- **WHAT YOU ARE ASKED TO DO**:
Return all the entries exactly, keeping pictures out.

- **LISTED ENTRIES**:
#####

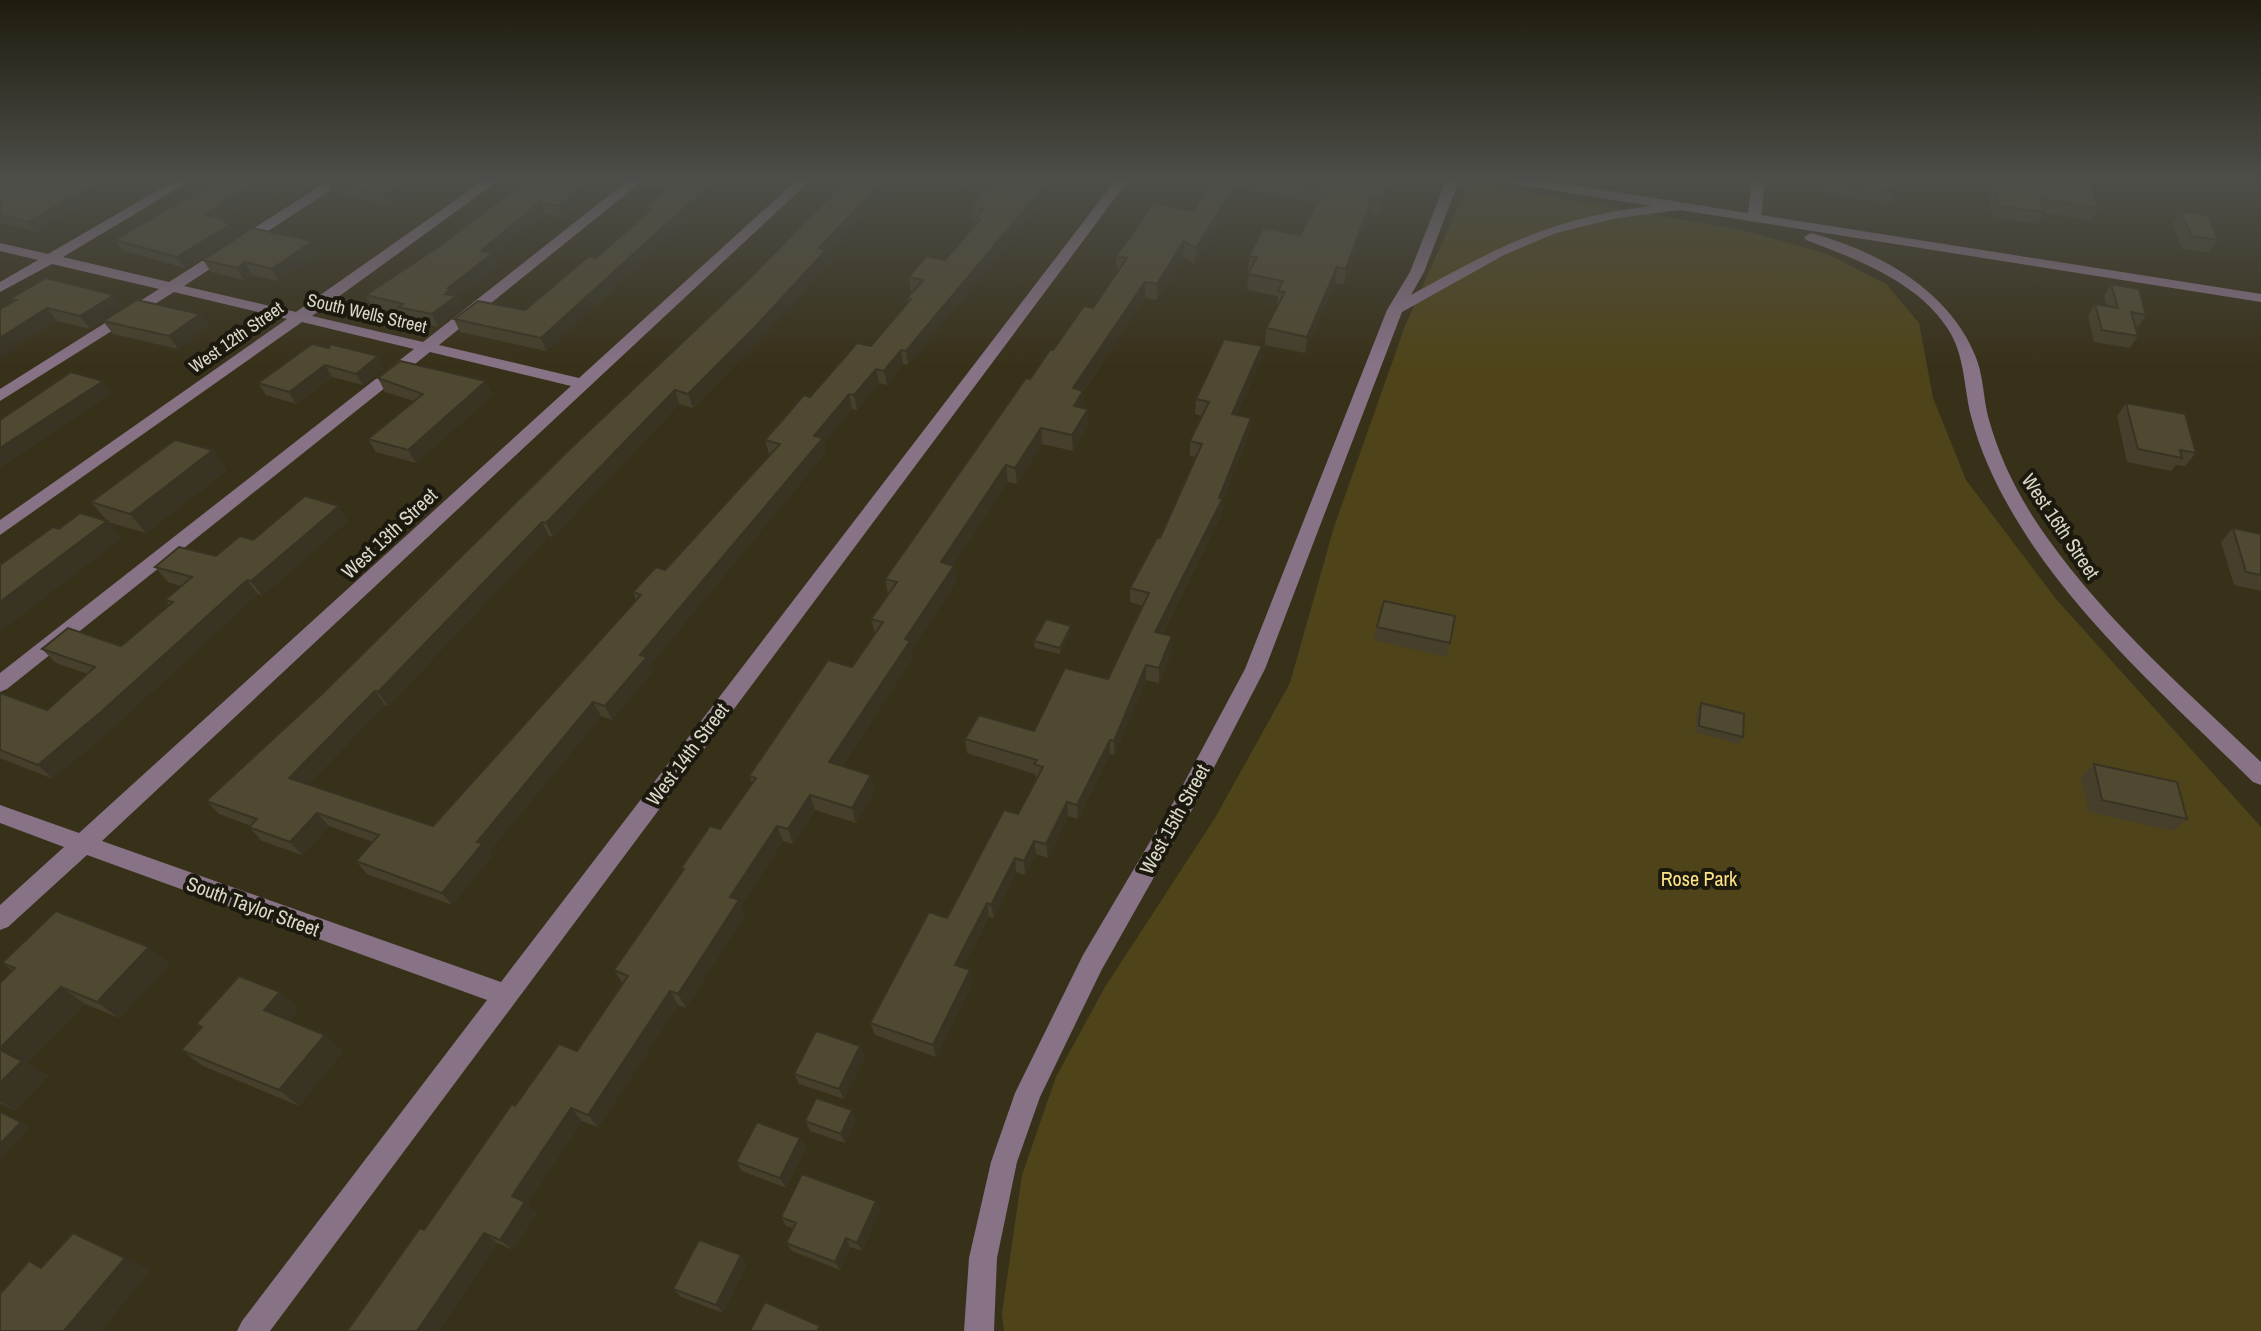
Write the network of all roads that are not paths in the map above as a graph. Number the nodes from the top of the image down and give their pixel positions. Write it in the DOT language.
graph roads {
  1 [pos="82,240"];
  2 [pos="245,240"];
  3 [pos="408,240"];
  4 [pos="561,240"];
  5 [pos="740,240"];
  6 [pos="1077,240"];
  7 [pos="1430,240"];
  8 [pos="1527,240"];
  9 [pos="1819,240"];
  10 [pos="1885,240"];
  11 [pos="1921,246"];
  12 [pos="0,247"];
  13 [pos="49,259"];
  14 [pos="1883,266"];
  15 [pos="0,288"];
  16 [pos="169,288"];
  17 [pos="2261,298"];
  18 [pos="1395,310"];
  19 [pos="300,317"];
  20 [pos="426,347"];
  21 [pos="584,384"];
  22 [pos="0,396"];
  23 [pos="0,529"];
  24 [pos="0,684"];
  25 [pos="2261,776"];
  26 [pos="0,814"];
  27 [pos="83,844"];
  28 [pos="0,920"];
  29 [pos="507,996"];
  30 [pos="252,1331"];
  31 [pos="979,1331"];
  1 -- 13 [label="street"];
  2 -- 16 [label="street"];
  3 -- 19 [label="street, West 12th Street"];
  4 -- 20 [label="street"];
  5 -- 21 [label="street, West 13th Street"];
  6 -- 29 [label="street, West 14th Street"];
  7 -- 18 [label="street, West 15th Street"];
  8 -- 18 [label="street"];
  9 -- 14 [label="street, West 16th Street"];
  10 -- 11 [label="street"];
  11 -- 14 [label="street"];
  11 -- 17 [label="street"];
  12 -- 13 [label="street, South Wells Street"];
  13 -- 15 [label="street"];
  13 -- 16 [label="street, South Wells Street"];
  14 -- 25 [label="street, West 16th Street"];
  16 -- 19 [label="street, South Wells Street"];
  16 -- 22 [label="street"];
  18 -- 31 [label="street, West 15th Street"];
  19 -- 20 [label="street, South Wells Street"];
  19 -- 23 [label="street, West 12th Street"];
  20 -- 21 [label="street, South Wells Street"];
  20 -- 24 [label="street"];
  21 -- 27 [label="street, West 13th Street"];
  26 -- 27 [label="street, South Taylor Street"];
  27 -- 28 [label="street, West 13th Street"];
  27 -- 29 [label="street, South Taylor Street"];
  29 -- 30 [label="street, West 14th Street"];
}
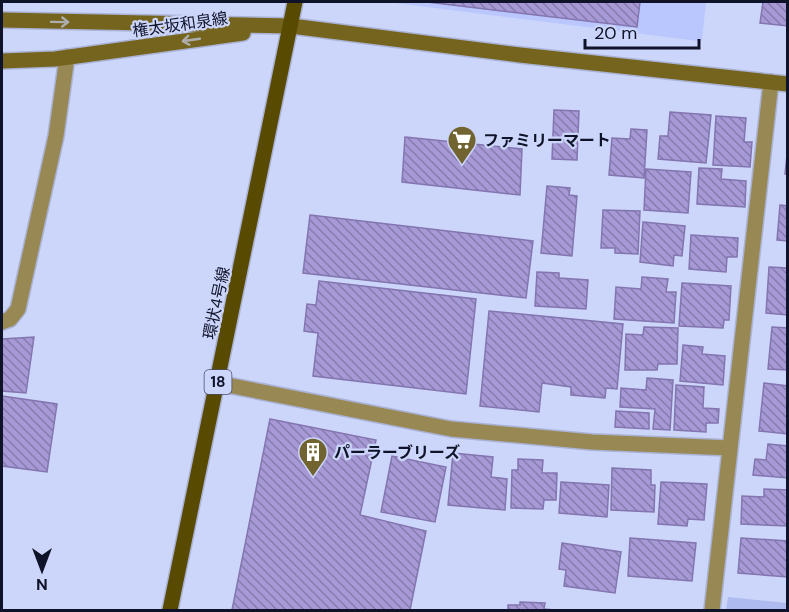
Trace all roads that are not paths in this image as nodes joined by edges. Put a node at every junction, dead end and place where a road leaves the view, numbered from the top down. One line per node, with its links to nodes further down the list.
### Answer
1 (295, 2): 3 (main road, 環状4号線 / 18)
2 (2, 20): 3 (street, 権太坂和泉線, one-way to 3)
3 (291, 26): 4 (street, 権太坂和泉線, one-way to 4); 6 (street); 9 (main road, 環状4号線 / 18)
4 (67, 57): 5 (street, 権太坂和泉線); 8 (street)
5 (2, 61)
6 (771, 82): 7 (street); 10 (street)
7 (788, 84)
8 (2, 322)
9 (218, 383): 10 (street); 11 (main road, 環状4号線 / 18)
10 (730, 448): 12 (street)
11 (170, 610)
12 (712, 610)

#####

- **ANSWER TO THIS TASK**:
Write the network of all roads that are not paths in the map above as a graph. Number the nodes from the top of the image down and give their pixel positions. Write it in the DOT language.
graph roads {
  1 [pos="82,240"];
  2 [pos="245,240"];
  3 [pos="408,240"];
  4 [pos="561,240"];
  5 [pos="740,240"];
  6 [pos="1077,240"];
  7 [pos="1430,240"];
  8 [pos="1527,240"];
  9 [pos="1819,240"];
  10 [pos="1885,240"];
  11 [pos="1921,246"];
  12 [pos="0,247"];
  13 [pos="49,259"];
  14 [pos="1883,266"];
  15 [pos="0,288"];
  16 [pos="169,288"];
  17 [pos="2261,298"];
  18 [pos="1395,310"];
  19 [pos="300,317"];
  20 [pos="426,347"];
  21 [pos="584,384"];
  22 [pos="0,396"];
  23 [pos="0,529"];
  24 [pos="0,684"];
  25 [pos="2261,776"];
  26 [pos="0,814"];
  27 [pos="83,844"];
  28 [pos="0,920"];
  29 [pos="507,996"];
  30 [pos="252,1331"];
  31 [pos="979,1331"];
  1 -- 13 [label="street"];
  2 -- 16 [label="street"];
  3 -- 19 [label="street, West 12th Street"];
  4 -- 20 [label="street"];
  5 -- 21 [label="street, West 13th Street"];
  6 -- 29 [label="street, West 14th Street"];
  7 -- 18 [label="street, West 15th Street"];
  8 -- 18 [label="street"];
  9 -- 14 [label="street, West 16th Street"];
  10 -- 11 [label="street"];
  11 -- 14 [label="street"];
  11 -- 17 [label="street"];
  12 -- 13 [label="street, South Wells Street"];
  13 -- 15 [label="street"];
  13 -- 16 [label="street, South Wells Street"];
  14 -- 25 [label="street, West 16th Street"];
  16 -- 19 [label="street, South Wells Street"];
  16 -- 22 [label="street"];
  18 -- 31 [label="street, West 15th Street"];
  19 -- 20 [label="street, South Wells Street"];
  19 -- 23 [label="street, West 12th Street"];
  20 -- 21 [label="street, South Wells Street"];
  20 -- 24 [label="street"];
  21 -- 27 [label="street, West 13th Street"];
  26 -- 27 [label="street, South Taylor Street"];
  27 -- 28 [label="street, West 13th Street"];
  27 -- 29 [label="street, South Taylor Street"];
  29 -- 30 [label="street, West 14th Street"];
}
Trace all roads that are not paths in this image as nodes joined by edges. Put a node at every junction, dead end and place where a road leaves the view, numbered from the top down. One line per node, with its links to nodes further down the list.
### Answer
1 (295, 2): 3 (main road, 環状4号線 / 18)
2 (2, 20): 3 (street, 権太坂和泉線, one-way to 3)
3 (291, 26): 4 (street, 権太坂和泉線, one-way to 4); 6 (street); 9 (main road, 環状4号線 / 18)
4 (67, 57): 5 (street, 権太坂和泉線); 8 (street)
5 (2, 61)
6 (771, 82): 7 (street); 10 (street)
7 (788, 84)
8 (2, 322)
9 (218, 383): 10 (street); 11 (main road, 環状4号線 / 18)
10 (730, 448): 12 (street)
11 (170, 610)
12 (712, 610)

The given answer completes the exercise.